Le amaba y le perdí. No hay mayor tormento que el de un amor perdido, produce gases venenosos, fluorescencias que ciegan los ojos, rictus que paralizan la garganta y desfiguran los rostros más hermosos. Así no es fácil escribir. Me miro en el espejo y sé que estoy doblemente perdida. Mi desgracia es terrible. Sin amor y sin patria. Ninguna de ellas me sirve para seguir viviendo.
XX
Queda sólo un dedo de día. Se apagan las buganvillas de luz del Simunte. Aunque resuenan en mi cabeza los martillazos de Epeo a lomos del gran caballo, he de ir al templo. Me esperan para celebrar la inconmensurable victoria de Troya después de diez años de asedio. Difícilmente se puede ser más necio.
Polixena vuelve con las manos llenas de conjuros para atraer al amor. Al pasar a mi lado, sonríe y baja los ojos. Es inútil cuanto yo pueda decir. Apenas se distinguen ya el laurel y los olivos en las tierras de Bión, el cretense, tan cerca del palacio que casi se tocan con los dedos. La oscuridad avanza. El tiempo se acaba.
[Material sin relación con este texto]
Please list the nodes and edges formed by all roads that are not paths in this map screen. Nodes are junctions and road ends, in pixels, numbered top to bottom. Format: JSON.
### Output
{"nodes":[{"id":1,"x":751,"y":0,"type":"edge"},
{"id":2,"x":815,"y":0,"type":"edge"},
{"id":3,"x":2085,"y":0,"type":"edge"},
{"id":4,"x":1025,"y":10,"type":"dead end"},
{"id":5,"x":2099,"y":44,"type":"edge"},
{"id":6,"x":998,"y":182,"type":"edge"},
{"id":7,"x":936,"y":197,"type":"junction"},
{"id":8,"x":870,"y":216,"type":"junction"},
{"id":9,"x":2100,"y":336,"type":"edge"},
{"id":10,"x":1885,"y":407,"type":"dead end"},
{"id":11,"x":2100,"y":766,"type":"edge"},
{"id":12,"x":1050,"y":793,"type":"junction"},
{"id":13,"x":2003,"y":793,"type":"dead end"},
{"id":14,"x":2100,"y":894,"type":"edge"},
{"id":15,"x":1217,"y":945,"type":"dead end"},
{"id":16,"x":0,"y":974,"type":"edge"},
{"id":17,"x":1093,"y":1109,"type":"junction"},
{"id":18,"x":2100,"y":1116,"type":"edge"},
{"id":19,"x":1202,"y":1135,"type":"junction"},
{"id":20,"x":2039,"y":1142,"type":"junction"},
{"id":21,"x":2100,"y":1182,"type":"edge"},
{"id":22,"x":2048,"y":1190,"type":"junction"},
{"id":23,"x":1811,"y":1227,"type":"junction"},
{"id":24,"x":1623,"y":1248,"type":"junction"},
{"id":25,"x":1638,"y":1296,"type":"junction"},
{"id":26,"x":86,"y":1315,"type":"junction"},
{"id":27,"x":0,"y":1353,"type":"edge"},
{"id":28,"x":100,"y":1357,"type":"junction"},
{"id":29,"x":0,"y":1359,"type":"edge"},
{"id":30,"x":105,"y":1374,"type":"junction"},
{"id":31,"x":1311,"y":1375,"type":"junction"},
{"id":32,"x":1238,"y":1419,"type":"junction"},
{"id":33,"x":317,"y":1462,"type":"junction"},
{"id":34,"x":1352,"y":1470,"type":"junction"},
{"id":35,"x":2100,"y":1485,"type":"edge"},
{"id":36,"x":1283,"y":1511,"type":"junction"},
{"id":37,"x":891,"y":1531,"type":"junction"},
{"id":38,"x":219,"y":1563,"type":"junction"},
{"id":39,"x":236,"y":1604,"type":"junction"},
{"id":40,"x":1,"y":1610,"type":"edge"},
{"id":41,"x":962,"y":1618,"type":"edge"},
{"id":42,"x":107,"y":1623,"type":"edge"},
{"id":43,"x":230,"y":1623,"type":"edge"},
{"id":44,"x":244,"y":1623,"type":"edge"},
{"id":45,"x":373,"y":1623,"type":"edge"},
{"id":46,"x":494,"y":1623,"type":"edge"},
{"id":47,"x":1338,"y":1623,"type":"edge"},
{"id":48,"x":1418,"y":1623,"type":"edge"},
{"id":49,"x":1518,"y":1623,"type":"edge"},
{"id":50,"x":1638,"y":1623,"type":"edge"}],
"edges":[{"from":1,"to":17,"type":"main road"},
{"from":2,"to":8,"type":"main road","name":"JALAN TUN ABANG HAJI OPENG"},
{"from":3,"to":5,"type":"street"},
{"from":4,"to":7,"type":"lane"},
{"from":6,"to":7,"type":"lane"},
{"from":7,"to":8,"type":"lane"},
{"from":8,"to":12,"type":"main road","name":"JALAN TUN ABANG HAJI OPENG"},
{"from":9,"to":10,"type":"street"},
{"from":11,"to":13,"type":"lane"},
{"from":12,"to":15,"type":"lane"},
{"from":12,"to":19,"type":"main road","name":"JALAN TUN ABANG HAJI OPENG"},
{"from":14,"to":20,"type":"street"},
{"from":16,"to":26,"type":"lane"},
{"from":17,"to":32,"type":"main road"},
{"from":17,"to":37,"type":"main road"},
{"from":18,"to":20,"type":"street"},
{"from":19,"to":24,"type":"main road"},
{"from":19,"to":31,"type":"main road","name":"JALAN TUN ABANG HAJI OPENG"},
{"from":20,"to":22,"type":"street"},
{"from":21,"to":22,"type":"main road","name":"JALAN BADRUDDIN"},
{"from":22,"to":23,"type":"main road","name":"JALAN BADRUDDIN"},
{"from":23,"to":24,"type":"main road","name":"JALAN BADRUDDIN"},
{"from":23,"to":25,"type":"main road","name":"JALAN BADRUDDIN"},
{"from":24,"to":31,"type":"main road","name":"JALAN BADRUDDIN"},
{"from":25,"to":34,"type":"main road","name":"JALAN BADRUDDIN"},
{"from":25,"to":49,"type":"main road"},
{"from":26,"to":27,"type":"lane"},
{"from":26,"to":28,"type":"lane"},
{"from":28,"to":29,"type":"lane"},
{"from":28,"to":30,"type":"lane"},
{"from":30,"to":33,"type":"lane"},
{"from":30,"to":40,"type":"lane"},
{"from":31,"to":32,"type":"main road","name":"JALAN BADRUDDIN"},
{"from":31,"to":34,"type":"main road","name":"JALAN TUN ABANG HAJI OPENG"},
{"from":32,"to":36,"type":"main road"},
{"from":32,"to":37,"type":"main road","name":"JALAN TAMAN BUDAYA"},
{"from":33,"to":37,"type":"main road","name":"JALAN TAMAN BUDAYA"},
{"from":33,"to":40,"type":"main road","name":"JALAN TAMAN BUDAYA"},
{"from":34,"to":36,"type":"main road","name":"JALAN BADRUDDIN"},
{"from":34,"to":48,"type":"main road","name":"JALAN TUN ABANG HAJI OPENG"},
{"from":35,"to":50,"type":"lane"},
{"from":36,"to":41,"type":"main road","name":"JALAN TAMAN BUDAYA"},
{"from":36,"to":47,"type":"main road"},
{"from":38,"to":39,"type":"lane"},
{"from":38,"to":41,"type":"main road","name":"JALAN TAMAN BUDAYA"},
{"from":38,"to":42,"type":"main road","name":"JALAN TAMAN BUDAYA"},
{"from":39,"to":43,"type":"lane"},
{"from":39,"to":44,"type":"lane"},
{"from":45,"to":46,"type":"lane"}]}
Mis ojos se extienden sobre el mar, lo único que quedará de Troya, porque el mar no arde. Paseo alrededor de las murallas, deseando que uno de estos hoyos que cavan los esclavos sea mi sepulcro, pero Micenas pronto se convertirá para mí en puerta y túmulo.
Me estremezco. Aquí están todos felices, pletóricos de dicha, el triunfo del atontamiento. Ya me encamino al templo. Soy profeta hasta el final. Los sacerdotes me admiran envuelta en el humo de los sacrificios. Aquí estoy, como una decrépita hetaira que, en su vejez, aún se ofreciera desde la terraza a los viandantes, a todos, a cuántos más mejor.
El afán de amar esconde un corazón quebrado, pero es en un corazón quebrado donde florece la verdad. Yo soy Alejandra, la hija de Príamo, la enredadora de nombres, la que echó a dios de su lado. Tiemblan las columnas del templo, ¿o es mi brazo que las zarandea? Llegan a mí por última vez los suplicantes con sus ramos de laurel atados a vellones blancos.
No se puede escapar de las maldiciones que fueron pronunciadas para ser cumplidas en la propia carne. Yo tuve miedo de cambiar mi sangre por ceniza, pero ahora he de batirme de nuevo contra ella, inexorablemente, la misma ceniza, el mismo fuego, la misma sangre.
Me contó Ifigenia que la sabiduría solo brota en el último instante, cuando los ojos ven el cuchillo caer hacia la garganta. Me dijo que, de pronto, todo queda claro, pero entonces ya es demasiado tarde porque el golpe te derriba.